Despite the fact that some officials claim a majority of the Sudanese and Eritrean migrants are here for economic reasons, the government allows them to stay in Israel based on the knowledge that their lives may be at risk if they are repatriated. Deputy Foreign Minister Danny Ayalon said this last year and Harel Locker, director-general of the PMO, reiterated this when he told Israel Radio this week that the government was working on finding ways to send migrants from Eritrea and Sudan to third-party countries.
For the time being, Eritrean and Sudanese migrants in Israel remain in what is known as “group protection” — an in-between status that Israel has granted them, allowing them to stay in the country but with little-to-no access to basic services such as health care, housing or employment.
Berman said that the government must realize that there are no magic solutions. “We hear politicians in the media looking for solutions, which means kicking everyone out in a short time,” he said. “A real solution would be examining individual cases — determining who is a refugee and who isn’t. If they are not refugees, they can be sent back to their countries of origin. If they are, they should be allowed to stay here and be afforded rights under the convention.”
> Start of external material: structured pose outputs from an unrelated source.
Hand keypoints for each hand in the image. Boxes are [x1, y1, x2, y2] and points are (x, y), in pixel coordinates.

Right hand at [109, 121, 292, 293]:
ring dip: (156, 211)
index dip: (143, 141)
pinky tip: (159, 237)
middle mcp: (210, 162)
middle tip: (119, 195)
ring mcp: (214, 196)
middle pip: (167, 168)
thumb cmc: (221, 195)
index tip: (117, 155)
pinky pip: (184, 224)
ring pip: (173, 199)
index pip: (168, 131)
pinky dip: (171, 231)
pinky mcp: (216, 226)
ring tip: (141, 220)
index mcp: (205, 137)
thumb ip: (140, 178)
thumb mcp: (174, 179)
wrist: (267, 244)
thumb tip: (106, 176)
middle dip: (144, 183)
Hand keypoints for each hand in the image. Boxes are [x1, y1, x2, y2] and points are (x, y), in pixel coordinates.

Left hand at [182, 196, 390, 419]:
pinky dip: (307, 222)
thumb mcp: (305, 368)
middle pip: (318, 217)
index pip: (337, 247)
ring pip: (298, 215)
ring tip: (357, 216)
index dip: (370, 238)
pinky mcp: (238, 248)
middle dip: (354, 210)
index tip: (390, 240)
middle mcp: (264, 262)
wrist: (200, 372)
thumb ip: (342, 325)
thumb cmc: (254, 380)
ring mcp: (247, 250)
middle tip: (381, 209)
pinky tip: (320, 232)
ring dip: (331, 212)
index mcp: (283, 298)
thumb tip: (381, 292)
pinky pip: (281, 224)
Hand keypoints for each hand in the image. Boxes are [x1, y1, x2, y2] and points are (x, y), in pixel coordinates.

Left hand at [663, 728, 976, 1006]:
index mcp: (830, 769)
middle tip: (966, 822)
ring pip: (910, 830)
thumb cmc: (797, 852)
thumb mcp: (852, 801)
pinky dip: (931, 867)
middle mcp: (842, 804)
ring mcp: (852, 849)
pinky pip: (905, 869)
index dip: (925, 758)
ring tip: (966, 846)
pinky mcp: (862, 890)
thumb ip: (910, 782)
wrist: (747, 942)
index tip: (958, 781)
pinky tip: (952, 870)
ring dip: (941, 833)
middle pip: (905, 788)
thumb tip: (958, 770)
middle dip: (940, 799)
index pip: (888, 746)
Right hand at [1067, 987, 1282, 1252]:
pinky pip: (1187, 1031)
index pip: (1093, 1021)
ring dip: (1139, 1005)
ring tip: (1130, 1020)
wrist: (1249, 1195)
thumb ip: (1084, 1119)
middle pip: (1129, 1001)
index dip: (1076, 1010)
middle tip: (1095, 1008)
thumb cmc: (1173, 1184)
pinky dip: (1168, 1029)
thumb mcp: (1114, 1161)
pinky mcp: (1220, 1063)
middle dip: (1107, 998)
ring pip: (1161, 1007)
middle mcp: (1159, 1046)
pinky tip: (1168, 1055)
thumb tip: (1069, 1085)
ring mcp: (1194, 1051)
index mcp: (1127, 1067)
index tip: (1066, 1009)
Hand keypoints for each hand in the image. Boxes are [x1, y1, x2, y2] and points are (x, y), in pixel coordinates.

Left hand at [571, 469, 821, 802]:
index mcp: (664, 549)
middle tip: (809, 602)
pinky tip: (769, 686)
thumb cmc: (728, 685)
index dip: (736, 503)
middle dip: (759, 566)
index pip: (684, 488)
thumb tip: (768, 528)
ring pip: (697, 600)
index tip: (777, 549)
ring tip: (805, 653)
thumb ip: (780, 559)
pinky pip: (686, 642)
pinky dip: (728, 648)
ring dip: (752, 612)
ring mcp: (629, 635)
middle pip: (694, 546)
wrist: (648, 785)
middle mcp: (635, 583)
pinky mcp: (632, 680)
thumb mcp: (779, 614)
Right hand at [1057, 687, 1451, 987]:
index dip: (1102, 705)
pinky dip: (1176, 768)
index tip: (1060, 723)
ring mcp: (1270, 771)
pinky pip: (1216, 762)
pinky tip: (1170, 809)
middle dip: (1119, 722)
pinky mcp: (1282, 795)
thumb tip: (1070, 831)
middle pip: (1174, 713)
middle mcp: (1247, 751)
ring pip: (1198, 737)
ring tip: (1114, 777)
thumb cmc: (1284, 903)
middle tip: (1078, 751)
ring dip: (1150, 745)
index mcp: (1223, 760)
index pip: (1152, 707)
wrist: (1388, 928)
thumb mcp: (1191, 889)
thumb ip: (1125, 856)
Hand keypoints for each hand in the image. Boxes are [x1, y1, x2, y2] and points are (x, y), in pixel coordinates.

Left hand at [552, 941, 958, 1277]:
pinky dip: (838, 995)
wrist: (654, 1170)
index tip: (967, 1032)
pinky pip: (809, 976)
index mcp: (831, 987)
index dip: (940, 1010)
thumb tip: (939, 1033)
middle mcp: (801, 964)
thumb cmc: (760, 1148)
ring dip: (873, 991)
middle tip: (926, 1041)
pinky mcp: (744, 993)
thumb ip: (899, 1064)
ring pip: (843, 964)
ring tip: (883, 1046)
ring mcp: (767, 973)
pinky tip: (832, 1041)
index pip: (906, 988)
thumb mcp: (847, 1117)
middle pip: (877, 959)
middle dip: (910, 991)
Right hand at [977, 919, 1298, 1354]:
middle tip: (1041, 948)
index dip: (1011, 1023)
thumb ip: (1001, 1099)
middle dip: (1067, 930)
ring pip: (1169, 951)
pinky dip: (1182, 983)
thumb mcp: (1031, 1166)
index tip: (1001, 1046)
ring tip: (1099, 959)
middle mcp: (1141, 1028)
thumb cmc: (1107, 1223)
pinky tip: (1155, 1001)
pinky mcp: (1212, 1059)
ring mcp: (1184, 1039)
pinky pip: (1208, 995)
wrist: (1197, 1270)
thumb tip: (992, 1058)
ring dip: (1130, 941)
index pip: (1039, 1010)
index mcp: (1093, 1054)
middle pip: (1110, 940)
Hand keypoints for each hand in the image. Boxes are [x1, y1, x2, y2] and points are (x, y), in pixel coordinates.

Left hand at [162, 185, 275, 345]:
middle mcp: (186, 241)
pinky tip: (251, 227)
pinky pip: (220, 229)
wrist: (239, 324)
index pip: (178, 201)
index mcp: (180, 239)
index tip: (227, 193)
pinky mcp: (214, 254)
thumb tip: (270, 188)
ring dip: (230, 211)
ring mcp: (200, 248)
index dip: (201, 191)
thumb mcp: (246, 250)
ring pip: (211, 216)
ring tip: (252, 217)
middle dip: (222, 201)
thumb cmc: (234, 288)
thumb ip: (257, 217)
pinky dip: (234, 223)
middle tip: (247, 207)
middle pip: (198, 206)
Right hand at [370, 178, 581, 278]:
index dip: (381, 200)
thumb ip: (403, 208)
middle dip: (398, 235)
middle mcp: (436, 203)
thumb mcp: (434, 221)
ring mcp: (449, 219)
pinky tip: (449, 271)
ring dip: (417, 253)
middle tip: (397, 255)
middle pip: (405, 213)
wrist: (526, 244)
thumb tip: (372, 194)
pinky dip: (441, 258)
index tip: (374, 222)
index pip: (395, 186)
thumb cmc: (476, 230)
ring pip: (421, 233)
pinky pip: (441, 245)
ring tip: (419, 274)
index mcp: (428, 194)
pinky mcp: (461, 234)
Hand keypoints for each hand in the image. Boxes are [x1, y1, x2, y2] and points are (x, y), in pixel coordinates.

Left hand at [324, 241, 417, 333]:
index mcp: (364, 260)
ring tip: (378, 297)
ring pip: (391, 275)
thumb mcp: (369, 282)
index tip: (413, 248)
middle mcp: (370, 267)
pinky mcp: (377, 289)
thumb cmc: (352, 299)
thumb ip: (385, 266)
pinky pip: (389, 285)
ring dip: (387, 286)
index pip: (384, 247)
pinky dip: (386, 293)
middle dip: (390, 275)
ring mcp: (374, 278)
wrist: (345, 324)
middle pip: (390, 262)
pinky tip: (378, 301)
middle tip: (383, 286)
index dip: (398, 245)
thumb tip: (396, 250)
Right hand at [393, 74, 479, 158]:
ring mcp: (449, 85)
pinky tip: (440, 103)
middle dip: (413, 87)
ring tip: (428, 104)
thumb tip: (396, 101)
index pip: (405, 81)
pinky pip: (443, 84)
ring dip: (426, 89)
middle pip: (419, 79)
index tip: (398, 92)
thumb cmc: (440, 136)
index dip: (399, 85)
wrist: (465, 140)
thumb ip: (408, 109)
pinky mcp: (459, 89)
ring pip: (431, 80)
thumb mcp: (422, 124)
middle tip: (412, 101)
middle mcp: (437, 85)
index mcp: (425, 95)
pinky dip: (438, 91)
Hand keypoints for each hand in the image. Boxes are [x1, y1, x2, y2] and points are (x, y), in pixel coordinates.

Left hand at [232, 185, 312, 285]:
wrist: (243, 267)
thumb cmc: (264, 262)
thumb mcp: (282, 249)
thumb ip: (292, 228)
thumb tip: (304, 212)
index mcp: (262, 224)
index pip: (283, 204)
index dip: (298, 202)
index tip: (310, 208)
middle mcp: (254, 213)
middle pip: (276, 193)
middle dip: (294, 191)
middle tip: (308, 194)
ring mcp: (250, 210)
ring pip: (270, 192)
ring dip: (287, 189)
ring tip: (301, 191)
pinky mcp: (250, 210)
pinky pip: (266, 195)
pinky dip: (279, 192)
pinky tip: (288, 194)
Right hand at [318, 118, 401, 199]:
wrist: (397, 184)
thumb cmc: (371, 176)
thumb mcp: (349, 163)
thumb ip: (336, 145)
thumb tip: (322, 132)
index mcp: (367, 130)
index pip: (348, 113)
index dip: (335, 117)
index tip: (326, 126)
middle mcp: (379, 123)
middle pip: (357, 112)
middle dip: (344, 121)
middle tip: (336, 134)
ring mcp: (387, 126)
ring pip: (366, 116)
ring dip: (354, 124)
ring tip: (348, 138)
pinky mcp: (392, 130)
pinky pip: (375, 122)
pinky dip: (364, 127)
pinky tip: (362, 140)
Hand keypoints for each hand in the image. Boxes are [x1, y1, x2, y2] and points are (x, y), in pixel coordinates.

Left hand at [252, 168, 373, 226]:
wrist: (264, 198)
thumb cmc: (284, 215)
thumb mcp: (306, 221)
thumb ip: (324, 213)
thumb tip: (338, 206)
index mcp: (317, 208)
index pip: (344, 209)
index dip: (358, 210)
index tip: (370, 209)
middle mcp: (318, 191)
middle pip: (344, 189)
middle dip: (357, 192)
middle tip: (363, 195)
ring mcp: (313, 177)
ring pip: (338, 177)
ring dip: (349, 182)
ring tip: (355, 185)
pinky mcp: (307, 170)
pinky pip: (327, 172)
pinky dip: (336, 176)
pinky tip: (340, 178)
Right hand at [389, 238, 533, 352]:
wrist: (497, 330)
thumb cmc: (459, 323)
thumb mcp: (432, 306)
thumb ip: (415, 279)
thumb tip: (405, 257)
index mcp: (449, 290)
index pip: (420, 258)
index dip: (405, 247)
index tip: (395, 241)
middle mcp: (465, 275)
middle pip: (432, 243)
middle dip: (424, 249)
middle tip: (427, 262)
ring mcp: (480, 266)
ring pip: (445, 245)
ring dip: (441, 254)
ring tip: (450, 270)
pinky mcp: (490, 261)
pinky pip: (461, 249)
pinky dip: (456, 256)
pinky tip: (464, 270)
When I asked Solomon, of the Interior Ministry, why the government does not examine individual asylum requests by the Eritrean and Sudanese migrants, he said, “We are trying to deal with the influx of migrants first by building the barrier in the south and by completing the detention center, which will be able to handle hundreds of new immigrants, to curb the influx. Once that’s dealt with, we can find proper solutions for the ones already in Israel.”
But how can the government expect to find a comprehensive, long-term solution to the immigration problem when it doesn’t even know what to call those who have poured into the country?